Data to use START

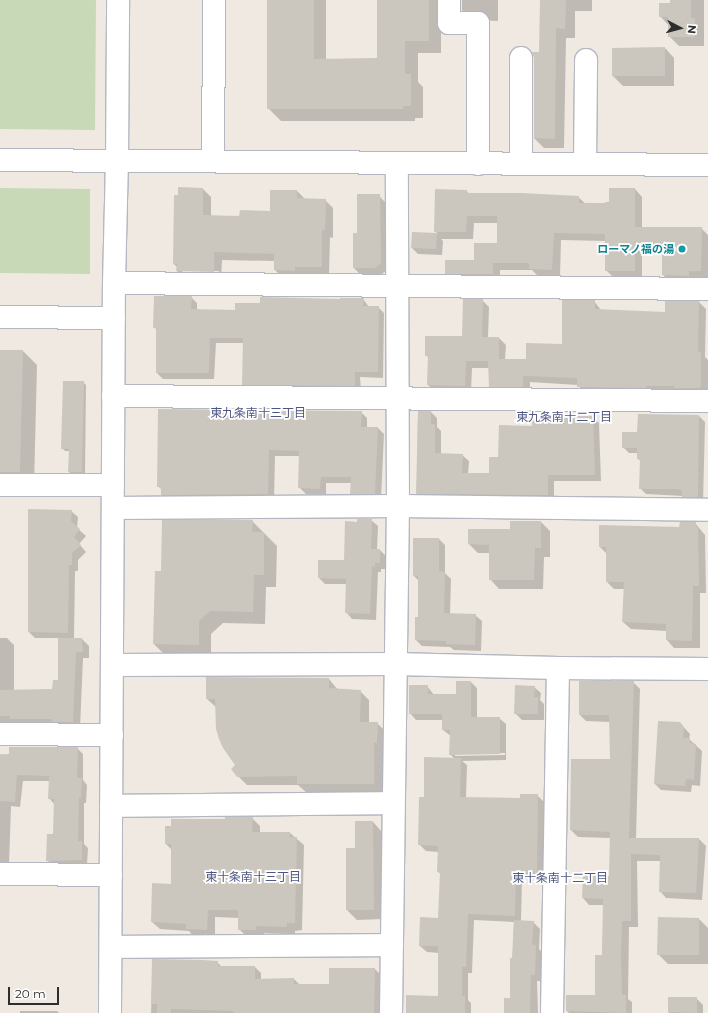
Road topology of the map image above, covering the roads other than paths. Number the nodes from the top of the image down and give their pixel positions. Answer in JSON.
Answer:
{"nodes":[{"id":1,"x":118,"y":0,"type":"edge"},
{"id":2,"x":214,"y":0,"type":"edge"},
{"id":3,"x":449,"y":0,"type":"edge"},
{"id":4,"x":521,"y":58,"type":"dead end"},
{"id":5,"x":586,"y":60,"type":"dead end"},
{"id":6,"x":0,"y":160,"type":"edge"},
{"id":7,"x":117,"y":161,"type":"junction"},
{"id":8,"x":213,"y":161,"type":"junction"},
{"id":9,"x":397,"y":163,"type":"junction"},
{"id":10,"x":478,"y":164,"type":"junction"},
{"id":11,"x":521,"y":164,"type":"junction"},
{"id":12,"x":585,"y":164,"type":"junction"},
{"id":13,"x":708,"y":165,"type":"edge"},
{"id":14,"x":114,"y":283,"type":"junction"},
{"id":15,"x":399,"y":286,"type":"junction"},
{"id":16,"x":708,"y":289,"type":"edge"},
{"id":17,"x":0,"y":317,"type":"edge"},
{"id":18,"x":114,"y":318,"type":"junction"},
{"id":19,"x":113,"y":396,"type":"junction"},
{"id":20,"x":398,"y":398,"type":"junction"},
{"id":21,"x":708,"y":401,"type":"edge"},
{"id":22,"x":0,"y":485,"type":"edge"},
{"id":23,"x":113,"y":485,"type":"junction"},
{"id":24,"x":398,"y":506,"type":"junction"},
{"id":25,"x":113,"y":508,"type":"junction"},
{"id":26,"x":708,"y":510,"type":"edge"},
{"id":27,"x":395,"y":664,"type":"junction"},
{"id":28,"x":112,"y":665,"type":"junction"},
{"id":29,"x":558,"y":668,"type":"junction"},
{"id":30,"x":708,"y":669,"type":"edge"},
{"id":31,"x":0,"y":734,"type":"edge"},
{"id":32,"x":112,"y":735,"type":"junction"},
{"id":33,"x":393,"y":803,"type":"junction"},
{"id":34,"x":111,"y":806,"type":"junction"},
{"id":35,"x":0,"y":874,"type":"edge"},
{"id":36,"x":111,"y":875,"type":"junction"},
{"id":37,"x":392,"y":945,"type":"junction"},
{"id":38,"x":110,"y":946,"type":"junction"},
{"id":39,"x":110,"y":1013,"type":"edge"},
{"id":40,"x":391,"y":1013,"type":"edge"},
{"id":41,"x":552,"y":1013,"type":"edge"}],
"edges":[{"from":1,"to":7,"type":"street"},
{"from":2,"to":8,"type":"street"},
{"from":3,"to":10,"type":"street"},
{"from":4,"to":11,"type":"street"},
{"from":5,"to":12,"type":"street"},
{"from":6,"to":7,"type":"street"},
{"from":7,"to":8,"type":"street"},
{"from":7,"to":14,"type":"street"},
{"from":8,"to":9,"type":"street"},
{"from":9,"to":10,"type":"street"},
{"from":9,"to":15,"type":"street"},
{"from":10,"to":11,"type":"street"},
{"from":11,"to":12,"type":"street"},
{"from":12,"to":13,"type":"street"},
{"from":14,"to":15,"type":"street"},
{"from":14,"to":18,"type":"street"},
{"from":15,"to":16,"type":"street"},
{"from":15,"to":20,"type":"street"},
{"from":17,"to":18,"type":"street"},
{"from":18,"to":19,"type":"street"},
{"from":19,"to":20,"type":"street"},
{"from":19,"to":23,"type":"street"},
{"from":20,"to":21,"type":"street"},
{"from":20,"to":24,"type":"street"},
{"from":22,"to":23,"type":"street"},
{"from":23,"to":25,"type":"street"},
{"from":24,"to":25,"type":"street"},
{"from":24,"to":26,"type":"street"},
{"from":24,"to":27,"type":"street"},
{"from":25,"to":28,"type":"street"},
{"from":27,"to":28,"type":"street"},
{"from":27,"to":29,"type":"street"},
{"from":27,"to":33,"type":"street"},
{"from":28,"to":32,"type":"street"},
{"from":29,"to":30,"type":"street"},
{"from":29,"to":41,"type":"street"},
{"from":31,"to":32,"type":"street"},
{"from":32,"to":34,"type":"street"},
{"from":33,"to":34,"type":"street"},
{"from":33,"to":37,"type":"street"},
{"from":34,"to":36,"type":"street"},
{"from":35,"to":36,"type":"street"},
{"from":36,"to":38,"type":"street"},
{"from":37,"to":38,"type":"street"},
{"from":37,"to":40,"type":"street"},
{"from":38,"to":39,"type":"street"}]}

Data to use END

• Task details: Reproduce the entries above exactly, without images.

• Finished task:
Road topology of the map image above, covering the roads other than paths. Number the nodes from the top of the image down and give their pixel positions. Answer in JSON.
Answer:
{"nodes":[{"id":1,"x":118,"y":0,"type":"edge"},
{"id":2,"x":214,"y":0,"type":"edge"},
{"id":3,"x":449,"y":0,"type":"edge"},
{"id":4,"x":521,"y":58,"type":"dead end"},
{"id":5,"x":586,"y":60,"type":"dead end"},
{"id":6,"x":0,"y":160,"type":"edge"},
{"id":7,"x":117,"y":161,"type":"junction"},
{"id":8,"x":213,"y":161,"type":"junction"},
{"id":9,"x":397,"y":163,"type":"junction"},
{"id":10,"x":478,"y":164,"type":"junction"},
{"id":11,"x":521,"y":164,"type":"junction"},
{"id":12,"x":585,"y":164,"type":"junction"},
{"id":13,"x":708,"y":165,"type":"edge"},
{"id":14,"x":114,"y":283,"type":"junction"},
{"id":15,"x":399,"y":286,"type":"junction"},
{"id":16,"x":708,"y":289,"type":"edge"},
{"id":17,"x":0,"y":317,"type":"edge"},
{"id":18,"x":114,"y":318,"type":"junction"},
{"id":19,"x":113,"y":396,"type":"junction"},
{"id":20,"x":398,"y":398,"type":"junction"},
{"id":21,"x":708,"y":401,"type":"edge"},
{"id":22,"x":0,"y":485,"type":"edge"},
{"id":23,"x":113,"y":485,"type":"junction"},
{"id":24,"x":398,"y":506,"type":"junction"},
{"id":25,"x":113,"y":508,"type":"junction"},
{"id":26,"x":708,"y":510,"type":"edge"},
{"id":27,"x":395,"y":664,"type":"junction"},
{"id":28,"x":112,"y":665,"type":"junction"},
{"id":29,"x":558,"y":668,"type":"junction"},
{"id":30,"x":708,"y":669,"type":"edge"},
{"id":31,"x":0,"y":734,"type":"edge"},
{"id":32,"x":112,"y":735,"type":"junction"},
{"id":33,"x":393,"y":803,"type":"junction"},
{"id":34,"x":111,"y":806,"type":"junction"},
{"id":35,"x":0,"y":874,"type":"edge"},
{"id":36,"x":111,"y":875,"type":"junction"},
{"id":37,"x":392,"y":945,"type":"junction"},
{"id":38,"x":110,"y":946,"type":"junction"},
{"id":39,"x":110,"y":1013,"type":"edge"},
{"id":40,"x":391,"y":1013,"type":"edge"},
{"id":41,"x":552,"y":1013,"type":"edge"}],
"edges":[{"from":1,"to":7,"type":"street"},
{"from":2,"to":8,"type":"street"},
{"from":3,"to":10,"type":"street"},
{"from":4,"to":11,"type":"street"},
{"from":5,"to":12,"type":"street"},
{"from":6,"to":7,"type":"street"},
{"from":7,"to":8,"type":"street"},
{"from":7,"to":14,"type":"street"},
{"from":8,"to":9,"type":"street"},
{"from":9,"to":10,"type":"street"},
{"from":9,"to":15,"type":"street"},
{"from":10,"to":11,"type":"street"},
{"from":11,"to":12,"type":"street"},
{"from":12,"to":13,"type":"street"},
{"from":14,"to":15,"type":"street"},
{"from":14,"to":18,"type":"street"},
{"from":15,"to":16,"type":"street"},
{"from":15,"to":20,"type":"street"},
{"from":17,"to":18,"type":"street"},
{"from":18,"to":19,"type":"street"},
{"from":19,"to":20,"type":"street"},
{"from":19,"to":23,"type":"street"},
{"from":20,"to":21,"type":"street"},
{"from":20,"to":24,"type":"street"},
{"from":22,"to":23,"type":"street"},
{"from":23,"to":25,"type":"street"},
{"from":24,"to":25,"type":"street"},
{"from":24,"to":26,"type":"street"},
{"from":24,"to":27,"type":"street"},
{"from":25,"to":28,"type":"street"},
{"from":27,"to":28,"type":"street"},
{"from":27,"to":29,"type":"street"},
{"from":27,"to":33,"type":"street"},
{"from":28,"to":32,"type":"street"},
{"from":29,"to":30,"type":"street"},
{"from":29,"to":41,"type":"street"},
{"from":31,"to":32,"type":"street"},
{"from":32,"to":34,"type":"street"},
{"from":33,"to":34,"type":"street"},
{"from":33,"to":37,"type":"street"},
{"from":34,"to":36,"type":"street"},
{"from":35,"to":36,"type":"street"},
{"from":36,"to":38,"type":"street"},
{"from":37,"to":38,"type":"street"},
{"from":37,"to":40,"type":"street"},
{"from":38,"to":39,"type":"street"}]}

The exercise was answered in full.